Ils veulent aussi voir une image de l’ogdoade dans l’arche du déluge, où huit individus de l’espèce humaine furent conservés. Nouvelles preuves encore : David naquit le huitième de ses frères ; de plus, la circoncision se faisait le huitième jour, symbole de la circoncision de l’ogdoade supérieure ; pour en finir, il suffit de rencontrer le nombre huit dans l’Écriture, pour y trouver la mystérieuse existence de l’ogdoade.

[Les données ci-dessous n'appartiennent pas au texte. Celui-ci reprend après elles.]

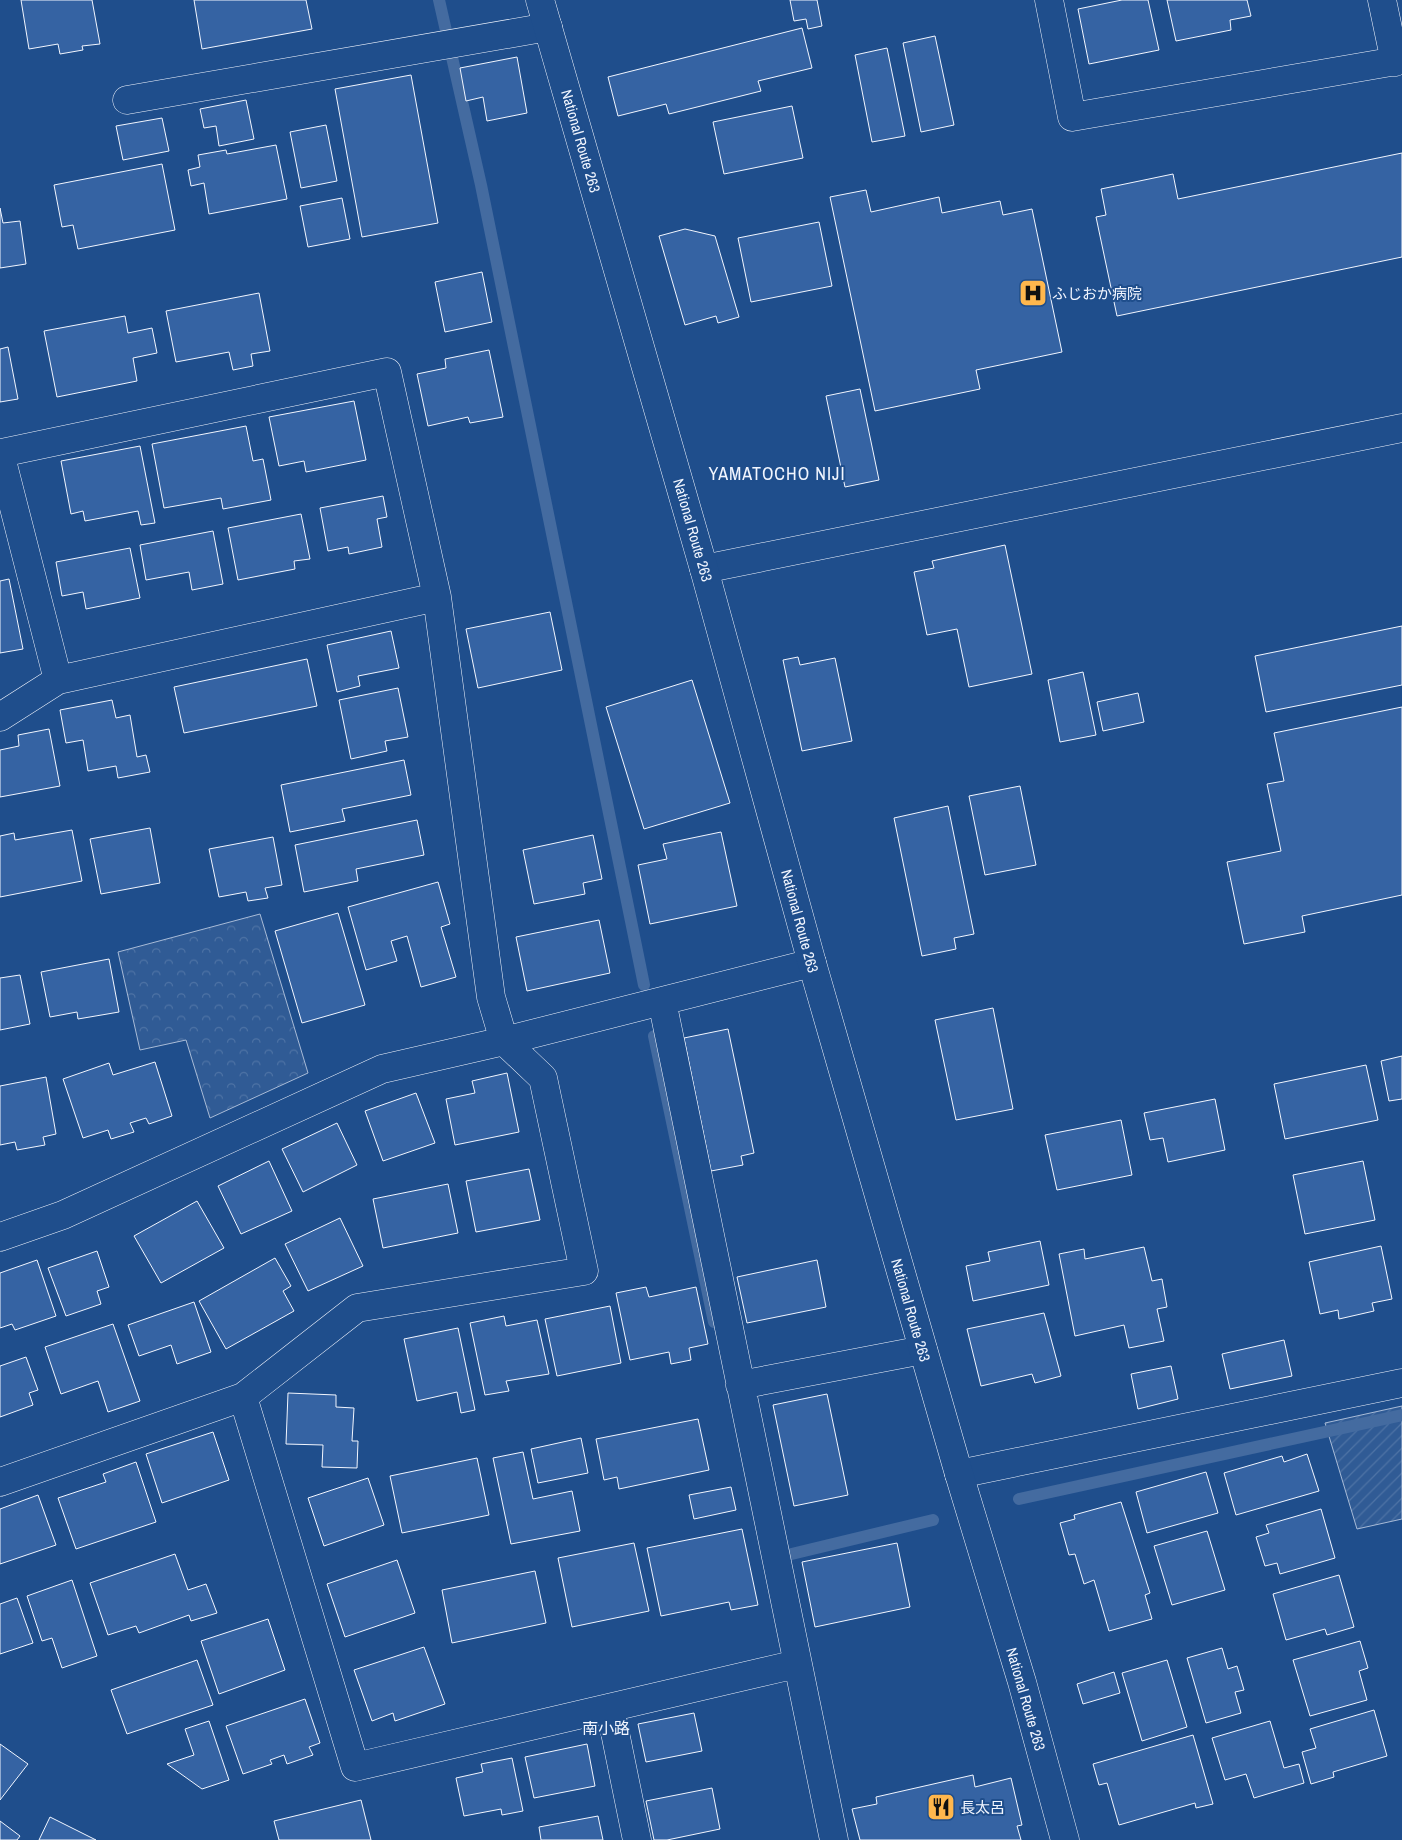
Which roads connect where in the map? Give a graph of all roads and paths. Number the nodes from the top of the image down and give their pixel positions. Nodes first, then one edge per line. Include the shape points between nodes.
1 (540, 0) edge
2 (1049, 0) edge
3 (1382, 0) edge
4 (548, 27) junction
5 (1398, 61) edge
6 (127, 100) dead end
7 (1402, 428) edge
8 (0, 453) edge
9 (704, 569) junction
10 (437, 597) junction
11 (58, 680) junction
12 (0, 717) edge
13 (812, 963) junction
14 (662, 1001) junction
15 (504, 1041) junction
16 (0, 1238) edge
17 (923, 1350) junction
18 (1402, 1383) edge
19 (740, 1386) junction
20 (243, 1397) junction
21 (959, 1474) junction
22 (0, 1482) edge
23 (797, 1664) junction
24 (610, 1708) junction
25 (638, 1840) edge
26 (834, 1840) edge
27 (1064, 1840) edge

1 - 4 main road, National Route 263
2 - 5 main road via 1072,117
3 - 5 main road
4 - 6 main road
4 - 9 main road, National Route 263
7 - 9 main road
8 - 10 main road via 387,372
8 - 11 main road
9 - 13 main road, National Route 263
10 - 11 main road
10 - 15 main road via 491,997
11 - 12 main road
13 - 14 main road
13 - 17 main road, National Route 263
14 - 15 main road
14 - 19 main road
15 - 16 main road via 382,1069 63,1214
15 - 20 main road via 543,1078 584,1272 357,1308
17 - 19 main road
17 - 21 main road, National Route 263
18 - 21 main road
19 - 23 main road
20 - 22 main road
20 - 24 main road via 355,1767
21 - 27 main road, National Route 263 via 1022,1682
23 - 24 main road
23 - 26 main road
24 - 25 main road

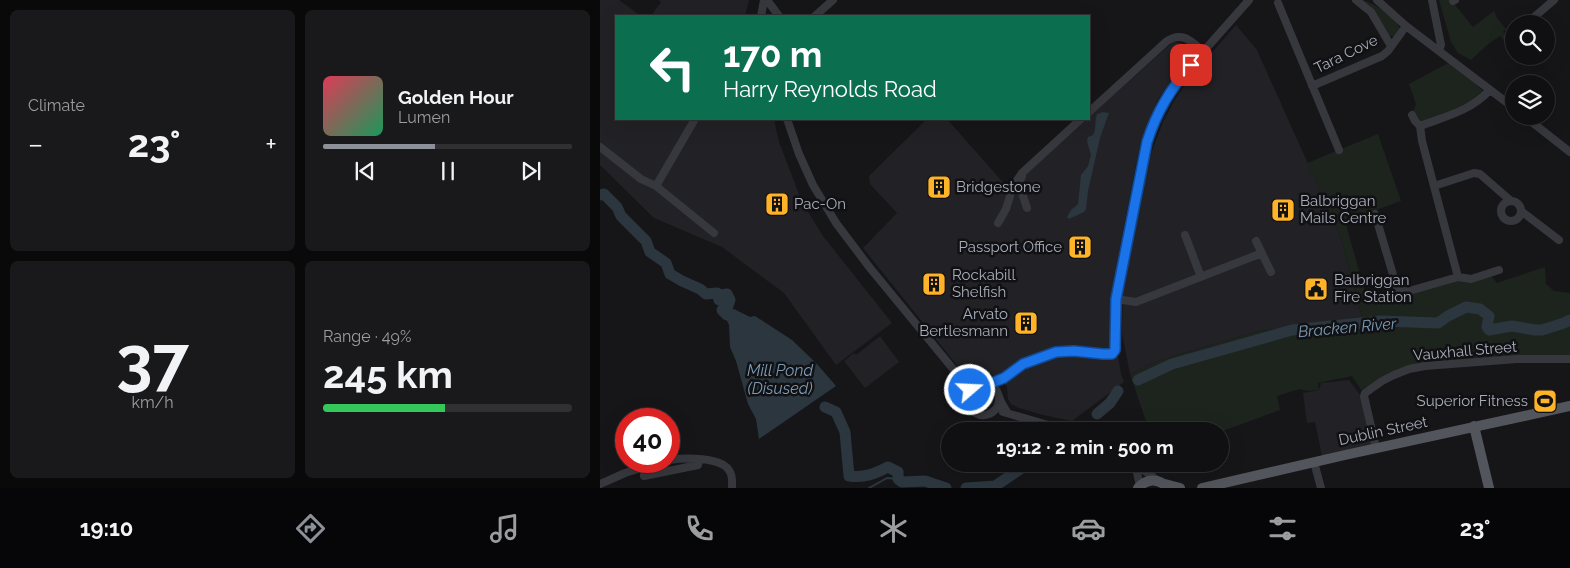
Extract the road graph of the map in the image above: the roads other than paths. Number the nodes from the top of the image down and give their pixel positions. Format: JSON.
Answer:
{"nodes":[{"id":1,"x":766,"y":0,"type":"edge"},
{"id":2,"x":833,"y":0,"type":"edge"},
{"id":3,"x":1249,"y":0,"type":"edge"},
{"id":4,"x":1356,"y":0,"type":"edge"},
{"id":5,"x":1377,"y":0,"type":"edge"},
{"id":6,"x":1432,"y":0,"type":"edge"},
{"id":7,"x":1554,"y":0,"type":"edge"},
{"id":8,"x":1278,"y":3,"type":"dead end"},
{"id":9,"x":761,"y":15,"type":"edge"},
{"id":10,"x":777,"y":15,"type":"edge"},
{"id":11,"x":816,"y":15,"type":"edge"},
{"id":12,"x":1536,"y":15,"type":"edge"},
{"id":13,"x":1406,"y":26,"type":"junction"},
{"id":14,"x":1392,"y":46,"type":"junction"},
{"id":15,"x":1438,"y":50,"type":"junction"},
{"id":16,"x":1202,"y":51,"type":"junction"},
{"id":17,"x":1312,"y":86,"type":"junction"},
{"id":18,"x":1490,"y":90,"type":"junction"},
{"id":19,"x":1505,"y":101,"type":"edge"},
{"id":20,"x":1090,"y":111,"type":"edge"},
{"id":21,"x":1412,"y":115,"type":"dead end"},
{"id":22,"x":694,"y":120,"type":"edge"},
{"id":23,"x":787,"y":120,"type":"edge"},
{"id":24,"x":1080,"y":120,"type":"edge"},
{"id":25,"x":1536,"y":125,"type":"edge"},
{"id":26,"x":1420,"y":126,"type":"junction"},
{"id":27,"x":600,"y":147,"type":"edge"},
{"id":28,"x":1339,"y":150,"type":"dead end"},
{"id":29,"x":1570,"y":152,"type":"edge"},
{"id":30,"x":1023,"y":172,"type":"junction"},
{"id":31,"x":656,"y":186,"type":"junction"},
{"id":32,"x":1434,"y":186,"type":"junction"},
{"id":33,"x":1511,"y":201,"type":"junction"},
{"id":34,"x":1027,"y":208,"type":"dead end"},
{"id":35,"x":1520,"y":211,"type":"junction"},
{"id":36,"x":1375,"y":214,"type":"dead end"},
{"id":37,"x":998,"y":223,"type":"dead end"},
{"id":38,"x":714,"y":232,"type":"dead end"},
{"id":39,"x":1185,"y":235,"type":"dead end"},
{"id":40,"x":1559,"y":240,"type":"dead end"},
{"id":41,"x":1256,"y":241,"type":"dead end"},
{"id":42,"x":1262,"y":253,"type":"junction"},
{"id":43,"x":1499,"y":270,"type":"dead end"},
{"id":44,"x":1271,"y":272,"type":"dead end"},
{"id":45,"x":1201,"y":277,"type":"junction"},
{"id":46,"x":1458,"y":277,"type":"junction"},
{"id":47,"x":1116,"y":299,"type":"junction"},
{"id":48,"x":1570,"y":359,"type":"edge"},
{"id":49,"x":958,"y":375,"type":"junction"},
{"id":50,"x":1004,"y":378,"type":"junction"},
{"id":51,"x":978,"y":383,"type":"junction"},
{"id":52,"x":989,"y":384,"type":"junction"},
{"id":53,"x":999,"y":396,"type":"junction"},
{"id":54,"x":967,"y":400,"type":"junction"},
{"id":55,"x":1570,"y":406,"type":"edge"},
{"id":56,"x":994,"y":411,"type":"junction"},
{"id":57,"x":1007,"y":412,"type":"junction"},
{"id":58,"x":1038,"y":422,"type":"edge"},
{"id":59,"x":1474,"y":426,"type":"junction"},
{"id":60,"x":1376,"y":448,"type":"junction"},
{"id":61,"x":680,"y":458,"type":"edge"},
{"id":62,"x":699,"y":460,"type":"junction"},
{"id":63,"x":1314,"y":462,"type":"junction"},
{"id":64,"x":1137,"y":472,"type":"edge"},
{"id":65,"x":1147,"y":472,"type":"edge"},
{"id":66,"x":627,"y":473,"type":"edge"},
{"id":67,"x":644,"y":476,"type":"dead end"},
{"id":68,"x":600,"y":484,"type":"edge"},
{"id":69,"x":1164,"y":485,"type":"edge"},
{"id":70,"x":1139,"y":487,"type":"edge"},
{"id":71,"x":732,"y":488,"type":"edge"},
{"id":72,"x":1180,"y":488,"type":"edge"},
{"id":73,"x":1202,"y":488,"type":"edge"},
{"id":74,"x":1320,"y":488,"type":"edge"},
{"id":75,"x":1489,"y":488,"type":"edge"}],
"edges":[{"from":1,"to":9,"type":"street"},
{"from":1,"to":10,"type":"street"},
{"from":2,"to":11,"type":"street"},
{"from":3,"to":16,"type":"street"},
{"from":4,"to":14,"type":"street","name":"Tara Cove"},
{"from":5,"to":13,"type":"street"},
{"from":6,"to":15,"type":"street"},
{"from":7,"to":12,"type":"street"},
{"from":8,"to":17,"type":"street","name":"Tara Cove"},
{"from":13,"to":14,"type":"street","name":"Tara Cove"},
{"from":13,"to":15,"type":"street"},
{"from":14,"to":17,"type":"street","name":"Tara Cove"},
{"from":15,"to":18,"type":"street"},
{"from":16,"to":20,"type":"street"},
{"from":16,"to":47,"type":"street"},
{"from":17,"to":28,"type":"street","name":"Tara Cove"},
{"from":18,"to":19,"type":"street"},
{"from":18,"to":26,"type":"street"},
{"from":21,"to":26,"type":"street"},
{"from":22,"to":31,"type":"street"},
{"from":23,"to":49,"type":"street"},
{"from":24,"to":30,"type":"street"},
{"from":25,"to":29,"type":"street"},
{"from":26,"to":32,"type":"street"},
{"from":27,"to":31,"type":"street"},
{"from":30,"to":34,"type":"street"},
{"from":30,"to":37,"type":"street"},
{"from":31,"to":38,"type":"street"},
{"from":32,"to":33,"type":"street"},
{"from":32,"to":46,"type":"street"},
{"from":33,"to":35,"type":"street"},
{"from":33,"to":35,"type":"street"},
{"from":35,"to":40,"type":"street"},
{"from":36,"to":46,"type":"street"},
{"from":39,"to":45,"type":"street"},
{"from":41,"to":42,"type":"street"},
{"from":42,"to":44,"type":"street"},
{"from":42,"to":45,"type":"street"},
{"from":43,"to":46,"type":"street"},
{"from":45,"to":47,"type":"street"},
{"from":47,"to":50,"type":"street"},
{"from":48,"to":60,"type":"street","name":"Vauxhall Street"},
{"from":49,"to":51,"type":"street"},
{"from":49,"to":54,"type":"street"},
{"from":50,"to":52,"type":"street"},
{"from":50,"to":53,"type":"street"},
{"from":51,"to":52,"type":"street"},
{"from":51,"to":54,"type":"street"},
{"from":52,"to":53,"type":"street"},
{"from":53,"to":56,"type":"street"},
{"from":53,"to":57,"type":"street"},
{"from":54,"to":56,"type":"street"},
{"from":55,"to":59,"type":"main road","name":"Dublin Street"},
{"from":56,"to":57,"type":"street"},
{"from":57,"to":58,"type":"street"},
{"from":59,"to":60,"type":"main road","name":"Dublin Street"},
{"from":59,"to":75,"type":"main road"},
{"from":60,"to":63,"type":"main road","name":"Dublin Street"},
{"from":61,"to":62,"type":"street"},
{"from":62,"to":67,"type":"street"},
{"from":62,"to":71,"type":"street"},
{"from":63,"to":73,"type":"main road","name":"Dublin Street"},
{"from":63,"to":74,"type":"street"},
{"from":64,"to":70,"type":"street"},
{"from":65,"to":69,"type":"street"},
{"from":66,"to":68,"type":"street"},
{"from":69,"to":70,"type":"main road"},
{"from":69,"to":72,"type":"main road"}]}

Maintenant la décade a aussi ses preuves, et ses preuves de la même manière : elles se trouvent dans les dix nations que Dieu promet de donner à Abraham ; dans les dix ans dont le terme vit Sara céder Agar à son mari, afin qu’il en eut des fils ; dans la mission d’Éliézer, auprès de Rébecca, lorsqu’il lui offrit dix bracelets d’or en présent, et dans les dix jours après lesquels ses frères la laissèrent partir ; dans les dix portes du tabernacle ; dans ses colonnes hautes de dix coudées ; dans le voyage des dix fils de Jacob en Égypte, où ils devaient trouver du blé ; dans les dix apôtres qui virent le Seigneur en l’absence de Thomas.

Mais ici c’est de la décade invisible qu’il s’agit.

Il nous reste à parler de la duodécade, théâtre mystérieux d’une révolte qui donna naissance à tous les objets visibles à l’œil ; l’Écriture, à les en croire, nous la révèle d’une manière claire et précise : les douze fils de Jacob donnant naissance aux douze tribus ; le rational, qui avait douze pierres précieuses et douze cloches, et les autres douze pierres que Moïse plaça au bas de la montagne ; les douze autres que Josué fit jeter dans le fleuve ; les douze hommes qui portaient l’arche ; les douze pierres qu’Élie plaça dans la victime du sacrifice ; les douze apôtres ; toutes les circonstances enfin où vous trouverez cité le nombre de douze. Le nombre trentenaire, qui sert à unir les autres nombres, est représenté par l’arche de Noé, haute de trente coudées ; par Samuel, qui plaça Saül le premier parmi les trente conviés ; par David, trente jours caché dans les champs ; par le nombre trente de ceux qui entrèrent avec lui dans la caverne ; enfin par les trente coudées du tabernacle. Et enfin, il suffira de dire qu’il en est de ce nombre comme des autres dont nous avons parlé, et que partout où on le rencontrera, il faut le considérer comme le symbole des trente Æons.